* Records supplied *
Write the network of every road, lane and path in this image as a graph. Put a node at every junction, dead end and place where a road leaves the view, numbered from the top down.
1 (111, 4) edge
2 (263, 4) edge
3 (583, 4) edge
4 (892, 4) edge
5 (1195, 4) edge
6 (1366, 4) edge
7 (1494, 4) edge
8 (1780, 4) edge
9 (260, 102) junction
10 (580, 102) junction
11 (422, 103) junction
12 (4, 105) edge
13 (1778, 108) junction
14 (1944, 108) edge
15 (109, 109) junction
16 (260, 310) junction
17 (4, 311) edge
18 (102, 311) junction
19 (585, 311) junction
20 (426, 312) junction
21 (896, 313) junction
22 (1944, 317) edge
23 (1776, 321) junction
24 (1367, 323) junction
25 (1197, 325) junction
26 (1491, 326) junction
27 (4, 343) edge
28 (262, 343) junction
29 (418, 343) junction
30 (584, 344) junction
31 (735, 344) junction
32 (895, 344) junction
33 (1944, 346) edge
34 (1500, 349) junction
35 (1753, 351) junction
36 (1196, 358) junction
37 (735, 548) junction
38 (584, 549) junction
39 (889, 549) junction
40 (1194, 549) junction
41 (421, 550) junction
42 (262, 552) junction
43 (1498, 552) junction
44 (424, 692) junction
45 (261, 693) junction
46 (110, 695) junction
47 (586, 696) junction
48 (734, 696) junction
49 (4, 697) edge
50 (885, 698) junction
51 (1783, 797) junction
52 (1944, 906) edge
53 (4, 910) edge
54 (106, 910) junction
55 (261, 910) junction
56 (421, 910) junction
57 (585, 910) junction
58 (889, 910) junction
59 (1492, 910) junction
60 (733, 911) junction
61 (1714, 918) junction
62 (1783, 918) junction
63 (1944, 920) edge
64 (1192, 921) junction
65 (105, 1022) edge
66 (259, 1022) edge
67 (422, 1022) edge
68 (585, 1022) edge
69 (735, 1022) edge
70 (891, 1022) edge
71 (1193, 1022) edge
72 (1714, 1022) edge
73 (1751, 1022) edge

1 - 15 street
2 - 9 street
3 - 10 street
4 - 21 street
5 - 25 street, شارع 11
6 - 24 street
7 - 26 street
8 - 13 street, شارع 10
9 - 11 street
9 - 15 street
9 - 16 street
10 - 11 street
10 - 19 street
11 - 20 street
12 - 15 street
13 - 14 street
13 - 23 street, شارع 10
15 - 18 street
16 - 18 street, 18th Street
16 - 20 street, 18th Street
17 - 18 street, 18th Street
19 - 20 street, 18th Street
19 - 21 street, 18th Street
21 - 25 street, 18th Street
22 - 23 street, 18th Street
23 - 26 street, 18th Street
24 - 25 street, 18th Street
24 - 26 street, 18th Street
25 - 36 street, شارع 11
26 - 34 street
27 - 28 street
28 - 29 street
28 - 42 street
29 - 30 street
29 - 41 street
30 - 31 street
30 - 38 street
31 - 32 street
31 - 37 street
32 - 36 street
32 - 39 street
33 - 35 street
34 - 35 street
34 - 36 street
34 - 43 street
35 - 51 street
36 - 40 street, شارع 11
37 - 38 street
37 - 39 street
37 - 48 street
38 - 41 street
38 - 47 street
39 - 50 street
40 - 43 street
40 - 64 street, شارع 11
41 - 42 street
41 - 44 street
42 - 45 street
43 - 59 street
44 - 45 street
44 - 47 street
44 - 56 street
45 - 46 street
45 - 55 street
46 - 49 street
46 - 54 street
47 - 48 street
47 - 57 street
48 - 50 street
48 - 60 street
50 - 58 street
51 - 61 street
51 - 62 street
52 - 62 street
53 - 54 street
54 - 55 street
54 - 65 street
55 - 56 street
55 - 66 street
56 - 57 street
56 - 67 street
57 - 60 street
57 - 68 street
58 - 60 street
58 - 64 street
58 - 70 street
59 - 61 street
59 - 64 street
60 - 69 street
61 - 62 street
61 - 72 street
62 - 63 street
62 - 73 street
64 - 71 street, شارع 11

* Task prompt *
Above are the records; report each line in them that includes the word "شارع".

* Task response *
5 - 25 street, شارع 11
8 - 13 street, شارع 10
13 - 23 street, شارع 10
25 - 36 street, شارع 11
36 - 40 street, شارع 11
40 - 64 street, شارع 11
64 - 71 street, شارع 11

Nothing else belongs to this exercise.